The Muslim world, in short, may be starting to grope its way towards its own Reformation.
At the same time, the painful experience of countries such as Iran, Algeria and Egypt has convinced many that excessive zeal is misguided. The Taliban’s blinkered atavism, for example, is abhorrent to nearly everyone else. Its destruction of ancient Buddhist monuments ten years ago was condemned by virtually every Muslim authority in the rest of the world.
In Arab countries generally, the ultra-radical fringe has seemed to be shrinking.

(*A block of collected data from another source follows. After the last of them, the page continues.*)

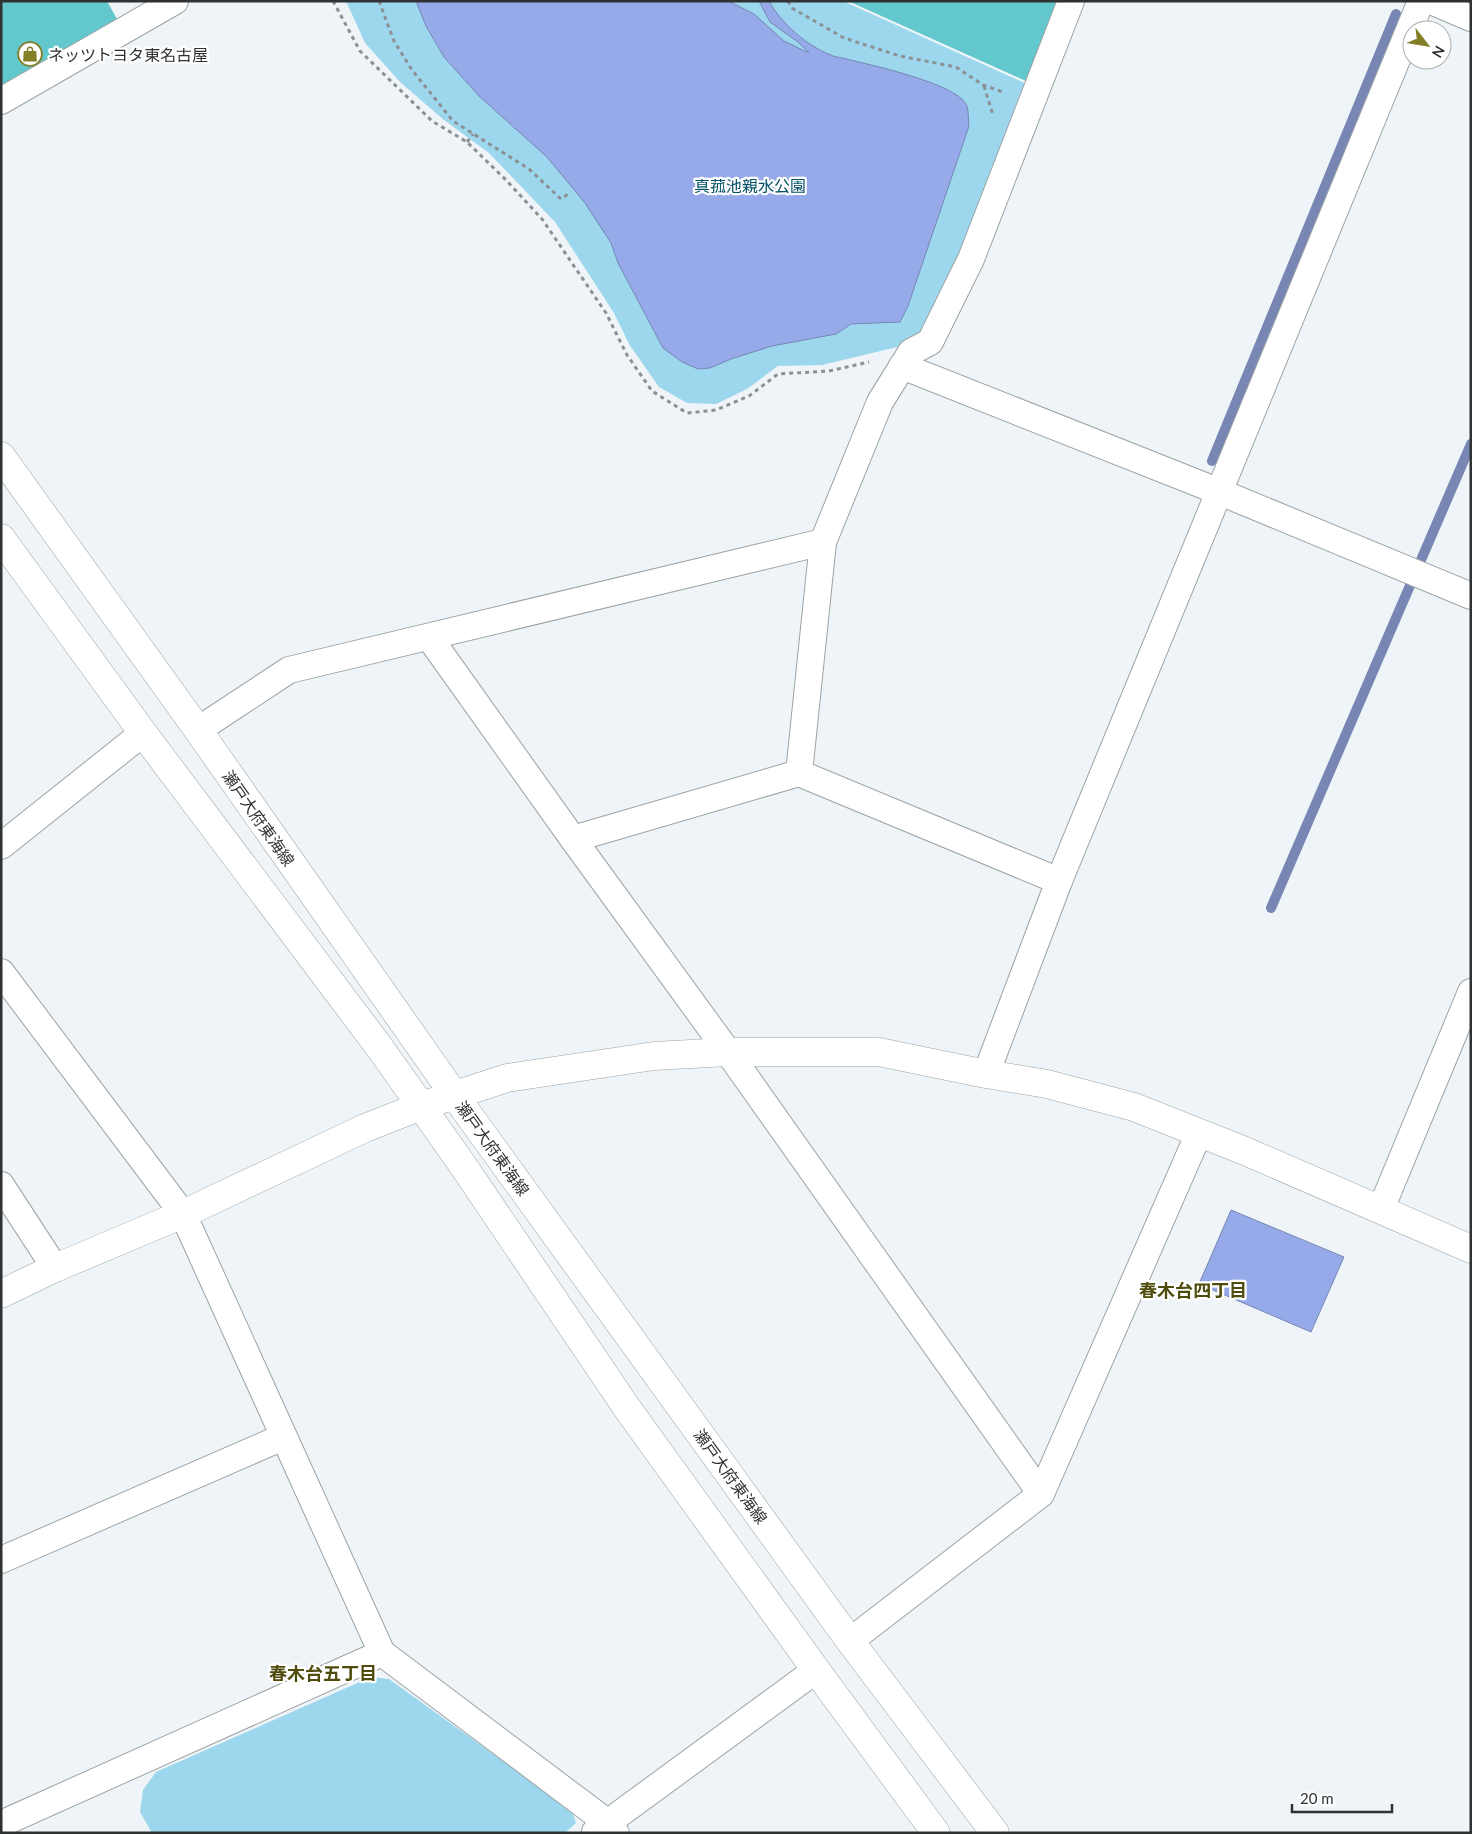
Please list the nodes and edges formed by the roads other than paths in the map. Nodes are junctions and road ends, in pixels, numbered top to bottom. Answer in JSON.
{"nodes":[{"id":1,"x":175,"y":1,"type":"edge"},
{"id":2,"x":1071,"y":1,"type":"edge"},
{"id":3,"x":1422,"y":1,"type":"edge"},
{"id":4,"x":1431,"y":1,"type":"edge"},
{"id":5,"x":1471,"y":18,"type":"edge"},
{"id":6,"x":1,"y":101,"type":"edge"},
{"id":7,"x":906,"y":359,"type":"junction"},
{"id":8,"x":1,"y":456,"type":"edge"},
{"id":9,"x":1220,"y":492,"type":"junction"},
{"id":10,"x":1,"y":538,"type":"edge"},
{"id":11,"x":823,"y":542,"type":"junction"},
{"id":12,"x":1471,"y":596,"type":"edge"},
{"id":13,"x":429,"y":637,"type":"junction"},
{"id":14,"x":198,"y":730,"type":"junction"},
{"id":15,"x":143,"y":733,"type":"junction"},
{"id":16,"x":799,"y":773,"type":"junction"},
{"id":17,"x":573,"y":839,"type":"junction"},
{"id":18,"x":1,"y":846,"type":"edge"},
{"id":19,"x":1059,"y":882,"type":"junction"},
{"id":20,"x":1,"y":972,"type":"edge"},
{"id":21,"x":1471,"y":992,"type":"edge"},
{"id":22,"x":728,"y":1052,"type":"junction"},
{"id":23,"x":986,"y":1074,"type":"junction"},
{"id":24,"x":455,"y":1096,"type":"junction"},
{"id":25,"x":421,"y":1106,"type":"junction"},
{"id":26,"x":1199,"y":1133,"type":"junction"},
{"id":27,"x":1,"y":1185,"type":"edge"},
{"id":28,"x":1381,"y":1209,"type":"junction"},
{"id":29,"x":183,"y":1214,"type":"junction"},
{"id":30,"x":1471,"y":1249,"type":"edge"},
{"id":31,"x":55,"y":1268,"type":"junction"},
{"id":32,"x":1,"y":1294,"type":"edge"},
{"id":33,"x":283,"y":1437,"type":"junction"},
{"id":34,"x":1041,"y":1494,"type":"junction"},
{"id":35,"x":1,"y":1560,"type":"edge"},
{"id":36,"x":850,"y":1641,"type":"junction"},
{"id":37,"x":382,"y":1653,"type":"junction"},
{"id":38,"x":816,"y":1670,"type":"junction"},
{"id":39,"x":1,"y":1824,"type":"edge"},
{"id":40,"x":606,"y":1830,"type":"edge"},
{"id":41,"x":936,"y":1833,"type":"edge"},
{"id":42,"x":995,"y":1833,"type":"edge"}],
"edges":[{"from":1,"to":6,"type":"street"},
{"from":2,"to":7,"type":"street"},
{"from":3,"to":9,"type":"street"},
{"from":4,"to":5,"type":"street"},
{"from":7,"to":9,"type":"street"},
{"from":7,"to":11,"type":"street"},
{"from":8,"to":14,"type":"main road","name":"瀬戸大府東海線"},
{"from":9,"to":12,"type":"street"},
{"from":9,"to":19,"type":"street"},
{"from":10,"to":15,"type":"main road","name":"瀬戸大府東海線"},
{"from":11,"to":13,"type":"street"},
{"from":11,"to":16,"type":"street"},
{"from":13,"to":14,"type":"street"},
{"from":13,"to":17,"type":"street"},
{"from":14,"to":24,"type":"main road","name":"瀬戸大府東海線"},
{"from":15,"to":18,"type":"street"},
{"from":15,"to":25,"type":"main road","name":"瀬戸大府東海線"},
{"from":16,"to":17,"type":"street"},
{"from":16,"to":19,"type":"street"},
{"from":17,"to":22,"type":"street"},
{"from":19,"to":23,"type":"street"},
{"from":20,"to":29,"type":"street"},
{"from":21,"to":28,"type":"street"},
{"from":22,"to":23,"type":"main road"},
{"from":22,"to":24,"type":"main road"},
{"from":22,"to":34,"type":"street"},
{"from":23,"to":26,"type":"main road"},
{"from":24,"to":25,"type":"main road"},
{"from":24,"to":36,"type":"main road","name":"瀬戸大府東海線"},
{"from":25,"to":29,"type":"main road"},
{"from":25,"to":38,"type":"main road","name":"瀬戸大府東海線"},
{"from":26,"to":28,"type":"main road"},
{"from":26,"to":34,"type":"street"},
{"from":27,"to":31,"type":"street"},
{"from":28,"to":30,"type":"main road"},
{"from":29,"to":31,"type":"main road"},
{"from":29,"to":33,"type":"street"},
{"from":31,"to":32,"type":"main road"},
{"from":33,"to":35,"type":"street"},
{"from":33,"to":37,"type":"street"},
{"from":34,"to":36,"type":"street"},
{"from":36,"to":42,"type":"main road","name":"瀬戸大府東海線"},
{"from":37,"to":39,"type":"street"},
{"from":37,"to":40,"type":"street"},
{"from":38,"to":40,"type":"street"},
{"from":38,"to":41,"type":"main road","name":"瀬戸大府東海線"}]}
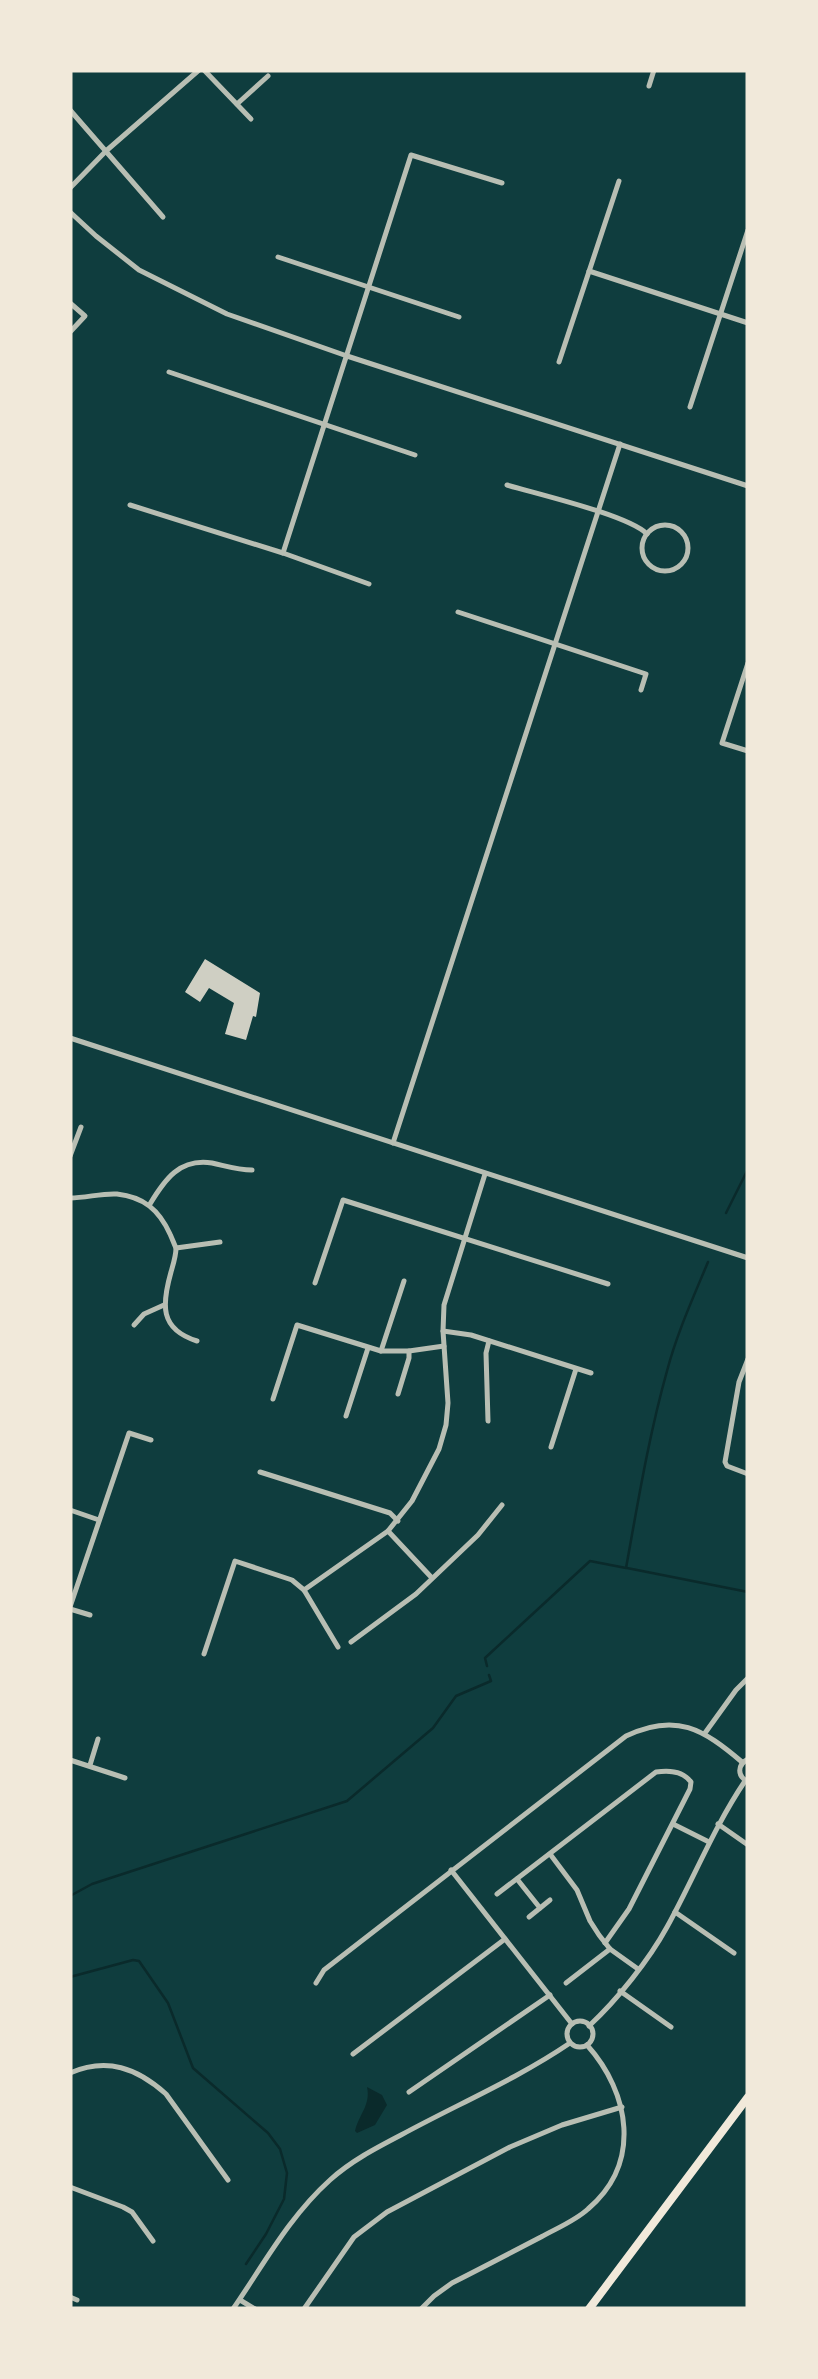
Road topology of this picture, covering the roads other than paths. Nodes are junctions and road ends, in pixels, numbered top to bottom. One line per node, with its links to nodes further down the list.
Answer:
1 (201, 70): 5 (street); 8 (street)
2 (654, 70): 4 (street)
3 (268, 76): 5 (street)
4 (648, 86)
5 (237, 104): 7 (street)
6 (70, 110): 8 (street)
7 (250, 119)
8 (106, 151): 11 (street); 13 (street)
9 (619, 182): 16 (street)
10 (502, 183): 17 (street)
11 (70, 188)
12 (70, 212): 23 (street)
13 (164, 218)
14 (748, 230): 19 (street)
15 (278, 257): 17 (street)
16 (589, 272): 19 (street); 24 (street)
17 (368, 288): 20 (street); 23 (street)
18 (70, 304): 22 (street)
19 (720, 314): 21 (street); 26 (street)
20 (459, 317)
21 (748, 323)
22 (71, 331)
23 (347, 356): 27 (street); 28 (street)
24 (559, 362)
25 (168, 372): 27 (street)
26 (690, 407)
27 (325, 424): 29 (street); 35 (street)
28 (620, 444): 31 (street); 33 (street)
29 (415, 455)
30 (507, 485): 33 (street)
31 (748, 486)
32 (130, 505): 35 (street)
33 (598, 512): 34 (street); 38 (street)
34 (646, 534): 34 (street)
35 (284, 553): 36 (street)
36 (369, 584)
37 (458, 612): 38 (street)
38 (556, 642): 40 (street); 44 (street)
39 (748, 663): 41 (street)
40 (640, 690)
41 (748, 751)
42 (70, 1038): 44 (street)
43 (81, 1127): 45 (street)
44 (393, 1142): 47 (street)
45 (70, 1156)
46 (252, 1170): 49 (street)
47 (485, 1173): 50 (street); 53 (street)
48 (70, 1198): 49 (street)
49 (150, 1204): 52 (street)
50 (464, 1238): 55 (street); 56 (street); 59 (street)
51 (220, 1242): 52 (street)
52 (176, 1248): 57 (street)
53 (748, 1258)
54 (404, 1280): 64 (street)
55 (316, 1283)
56 (608, 1284)
57 (164, 1305): 58 (street); 60 (street)
58 (134, 1325)
59 (443, 1330): 61 (street); 62 (street)
60 (196, 1341)
61 (489, 1342): 67 (street); 72 (street)
62 (444, 1346): 65 (street); 80 (street)
63 (368, 1348): 64 (street); 70 (street); 71 (street)
64 (380, 1351): 65 (street)
65 (409, 1351): 69 (street)
66 (748, 1359): 76 (street)
67 (576, 1369): 68 (street); 74 (street)
68 (591, 1373)
69 (398, 1394)
70 (273, 1399)
71 (346, 1416)
72 (488, 1421)
73 (152, 1440): 79 (street)
74 (551, 1447)
75 (260, 1472): 80 (street)
76 (748, 1474)
77 (502, 1505): 82 (street)
78 (70, 1510): 79 (street)
79 (99, 1520): 84 (street)
80 (398, 1520): 81 (street)
81 (388, 1531): 82 (street); 83 (street)
82 (432, 1578): 86 (street)
83 (304, 1590): 87 (street); 88 (street)
84 (70, 1608): 85 (street)
85 (90, 1616)
86 (351, 1642)
87 (338, 1647)
88 (204, 1654)
89 (748, 1678): 90 (street)
90 (704, 1733): 93 (street); 102 (street)
91 (98, 1740): 94 (street)
92 (70, 1760): 94 (street)
93 (745, 1760): 96 (street)
94 (89, 1766): 95 (street)
95 (125, 1778)
96 (746, 1781): 98 (street)
97 (673, 1824): 99 (street); 101 (street); 110 (street)
98 (718, 1824): 99 (street); 100 (street)
99 (709, 1842): 107 (street)
100 (748, 1845)
101 (550, 1854): 103 (street); 110 (street)
102 (451, 1870): 109 (street); 113 (street)
103 (518, 1879): 104 (street); 106 (street)
104 (496, 1894)
105 (550, 1900): 106 (street)
106 (540, 1908): 108 (street)
107 (675, 1912): 111 (street); 112 (street)
108 (529, 1917)
109 (506, 1939): 116 (street); 122 (street)
110 (608, 1946): 112 (street); 114 (street)
111 (734, 1953)
112 (638, 1969): 115 (street)
113 (316, 1982)
114 (566, 1983)
115 (620, 1991): 118 (street); 119 (street)
116 (550, 1995): 117 (street); 124 (street)
117 (572, 2024): 118 (street); 120 (street)
118 (589, 2026): 121 (street)
119 (671, 2027)
120 (570, 2043): 121 (street); 130 (street)
121 (588, 2045): 126 (street)
122 (352, 2054)
123 (70, 2072): 127 (street)
124 (409, 2092)
125 (748, 2097): 135 (highway)
126 (622, 2107): 133 (street); 134 (street)
127 (228, 2180)
128 (70, 2187): 129 (street)
129 (152, 2240)
130 (240, 2300): 131 (street); 132 (street)
131 (233, 2309)
132 (255, 2309)
133 (304, 2309)
134 (420, 2309)
135 (590, 2309)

Most Arab governments have long since recognised the threat it poses. Concerted and often brutal policing has decapitated most of the extreme groups. Some organisations that were once considered dangerously radical, such as Lebanon’s Shia militia, Hizbullah, have moved into the mainstream. Many other organisations that wrought havoc several years ago have renounced violence. To most Muslims, the contention of past leaders like Osama bin Laden and his followers that God has ordered Muslims to kill Americans is not only silly, but presumption bordering on heresy.
In all but a few cases, the inroads made by Islamism are reflected not in violent extremism, but in an increased religious consciousness.
Muslims today are in general more knowledgeable about their faith, more attuned to its demands, and more assertive about their identity.
But which direction does this assertiveness take? Does it tend to inward jihad, or offensive jihad? This is a question that must be settled, in the long run, by the people of the Muslim world themselves, and by their success or failure at making their societies better ones to live in.
If they succeed, there will be no place for the bin Ladens of this world.
Historically, Islam has reserved its greatest wrath not for outsiders, but for heretics.